┌──
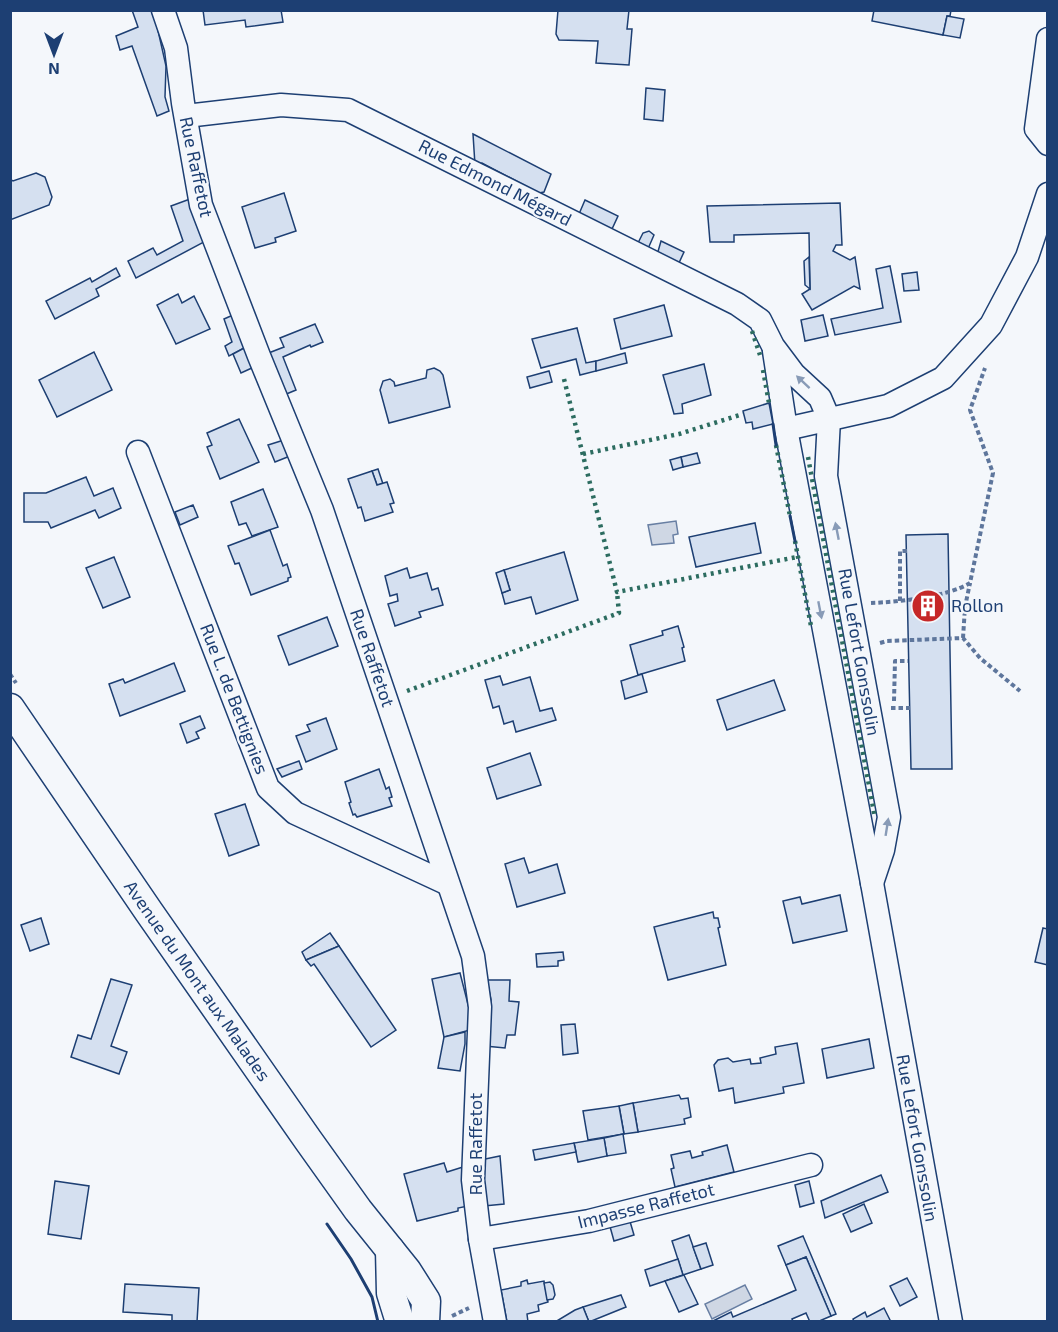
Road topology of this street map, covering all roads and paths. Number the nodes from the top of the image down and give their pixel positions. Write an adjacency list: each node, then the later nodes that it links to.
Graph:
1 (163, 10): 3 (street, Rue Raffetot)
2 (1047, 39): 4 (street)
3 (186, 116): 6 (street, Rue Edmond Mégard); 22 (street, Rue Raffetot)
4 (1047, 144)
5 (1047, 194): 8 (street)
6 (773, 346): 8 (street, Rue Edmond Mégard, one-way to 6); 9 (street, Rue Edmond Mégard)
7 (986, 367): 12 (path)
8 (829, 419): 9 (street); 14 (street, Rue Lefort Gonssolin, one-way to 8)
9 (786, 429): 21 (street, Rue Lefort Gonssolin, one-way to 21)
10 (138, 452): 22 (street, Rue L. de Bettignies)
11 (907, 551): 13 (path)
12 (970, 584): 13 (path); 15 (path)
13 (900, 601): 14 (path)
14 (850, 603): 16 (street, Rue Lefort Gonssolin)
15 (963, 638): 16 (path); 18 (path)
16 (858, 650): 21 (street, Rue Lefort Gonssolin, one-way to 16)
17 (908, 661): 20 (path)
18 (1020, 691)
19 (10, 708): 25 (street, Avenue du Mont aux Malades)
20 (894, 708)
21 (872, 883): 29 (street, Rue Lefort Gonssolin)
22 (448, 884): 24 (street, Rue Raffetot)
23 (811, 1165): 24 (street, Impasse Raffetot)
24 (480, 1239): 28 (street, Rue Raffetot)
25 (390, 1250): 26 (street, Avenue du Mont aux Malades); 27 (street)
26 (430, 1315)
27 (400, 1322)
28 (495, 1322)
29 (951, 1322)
└──
# [ACTIVITY]
The preceding entries are to be returned verbatim, with every picture excluded.

# [EXERCISE ANSWER]
Road topology of this street map, covering all roads and paths. Number the nodes from the top of the image down and give their pixel positions. Write an adjacency list: each node, then the later nodes that it links to.
Graph:
1 (163, 10): 3 (street, Rue Raffetot)
2 (1047, 39): 4 (street)
3 (186, 116): 6 (street, Rue Edmond Mégard); 22 (street, Rue Raffetot)
4 (1047, 144)
5 (1047, 194): 8 (street)
6 (773, 346): 8 (street, Rue Edmond Mégard, one-way to 6); 9 (street, Rue Edmond Mégard)
7 (986, 367): 12 (path)
8 (829, 419): 9 (street); 14 (street, Rue Lefort Gonssolin, one-way to 8)
9 (786, 429): 21 (street, Rue Lefort Gonssolin, one-way to 21)
10 (138, 452): 22 (street, Rue L. de Bettignies)
11 (907, 551): 13 (path)
12 (970, 584): 13 (path); 15 (path)
13 (900, 601): 14 (path)
14 (850, 603): 16 (street, Rue Lefort Gonssolin)
15 (963, 638): 16 (path); 18 (path)
16 (858, 650): 21 (street, Rue Lefort Gonssolin, one-way to 16)
17 (908, 661): 20 (path)
18 (1020, 691)
19 (10, 708): 25 (street, Avenue du Mont aux Malades)
20 (894, 708)
21 (872, 883): 29 (street, Rue Lefort Gonssolin)
22 (448, 884): 24 (street, Rue Raffetot)
23 (811, 1165): 24 (street, Impasse Raffetot)
24 (480, 1239): 28 (street, Rue Raffetot)
25 (390, 1250): 26 (street, Avenue du Mont aux Malades); 27 (street)
26 (430, 1315)
27 (400, 1322)
28 (495, 1322)
29 (951, 1322)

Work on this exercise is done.